Tuesday, October 29, 2013

SOLAR CHARGE CONTROLLERS regulate the amount of charging and discharging of the battery.
They prevent and protect the battery from over charging and/or excessive discharge.
Our controllers are built with best materials which results in outstanding performance.
The life span of our solar charge controllers is also very long.
These utilize latest technology ensuring very less self-consumption power.


FEATURES OF ZERO DROP SOLAR CHARGER FOR HF SINE WAVE INVERTER

ZERO DROP SOALR CHARGER
Zero Drop solar charger with maximum current Up to 40 Amps.  
Automatic and manual inbuilt mains charger disable and enable.

PWM Charging algorithm with CC and CV
Auto Temperature Compensated charging voltage
low Self consumption
Safe for Continuously connected battery
Common-Ground for Solar Panel, Battery and Load
LED Indications for charging and battery status
 
efficiency:approx.97%
Character display indicating solar charger ON, Charger OFF
Compact and rugged enclosure

Protections:
Over load protection
Battery reverse protection
Load short circuit protection
Battery Overcharge / Deep Discharge protection

Indications:
solar on/off
Charging on/ off
Battery Low cut off
Battery High cut off
battery voltage,current, voltage,current.
Load ON, Over load
mains on and mains off.

This technology cost with BOM and schematics, software,Gerber files.
contact +91-9581457196.







Tuesday, September 24, 2013

zero drop solar charge controller


Zero drop solar charge controller technology transfer 


we had technology per solar charger with PWM and drop technology.

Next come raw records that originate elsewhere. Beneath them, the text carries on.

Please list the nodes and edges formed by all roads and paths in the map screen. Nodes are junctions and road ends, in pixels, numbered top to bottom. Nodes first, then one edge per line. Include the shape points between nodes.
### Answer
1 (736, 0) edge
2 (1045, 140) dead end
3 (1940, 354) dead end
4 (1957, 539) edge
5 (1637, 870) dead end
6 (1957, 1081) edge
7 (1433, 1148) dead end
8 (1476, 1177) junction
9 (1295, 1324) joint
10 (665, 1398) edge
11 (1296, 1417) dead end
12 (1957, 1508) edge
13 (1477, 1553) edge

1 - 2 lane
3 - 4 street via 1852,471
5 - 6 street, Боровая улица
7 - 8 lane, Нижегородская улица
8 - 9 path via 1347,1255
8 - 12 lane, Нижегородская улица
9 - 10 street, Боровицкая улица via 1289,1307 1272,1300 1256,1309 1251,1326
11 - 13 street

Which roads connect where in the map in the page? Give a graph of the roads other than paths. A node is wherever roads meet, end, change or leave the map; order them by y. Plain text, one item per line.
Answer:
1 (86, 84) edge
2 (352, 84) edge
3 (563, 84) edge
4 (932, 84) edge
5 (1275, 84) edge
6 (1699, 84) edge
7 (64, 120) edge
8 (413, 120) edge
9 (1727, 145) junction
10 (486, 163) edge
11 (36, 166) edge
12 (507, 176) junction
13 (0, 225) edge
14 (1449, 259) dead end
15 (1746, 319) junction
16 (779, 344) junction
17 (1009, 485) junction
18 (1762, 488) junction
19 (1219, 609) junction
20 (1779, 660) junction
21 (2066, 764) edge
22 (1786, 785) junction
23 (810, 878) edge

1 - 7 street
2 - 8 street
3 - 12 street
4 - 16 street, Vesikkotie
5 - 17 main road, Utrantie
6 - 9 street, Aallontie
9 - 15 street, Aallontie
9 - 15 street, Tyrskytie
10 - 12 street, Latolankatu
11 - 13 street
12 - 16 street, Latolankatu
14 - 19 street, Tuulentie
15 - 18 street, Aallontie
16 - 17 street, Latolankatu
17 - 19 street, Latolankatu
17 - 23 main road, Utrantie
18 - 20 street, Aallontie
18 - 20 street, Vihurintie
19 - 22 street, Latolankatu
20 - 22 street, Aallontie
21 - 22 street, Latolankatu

LCD version also available in models one with display the title and solar presence and battery voltage and state of charge.

other version was  with energy meter. it will show the voltage and current.
and watts. how mauch charge from soalr to battery in KWH.
with auto mains cut off. 

                     we provide customized solutions for electronic application.

Night mode function 

battery full cut off

battery reverse protection.

 battery low cut off.

 solar reverse protection.

 back panel discharge protection. 
LCD version

LED version.

mains cut off  version for adjusting inverter

12/24/48/96 models  available. 10 to 40 amps  load.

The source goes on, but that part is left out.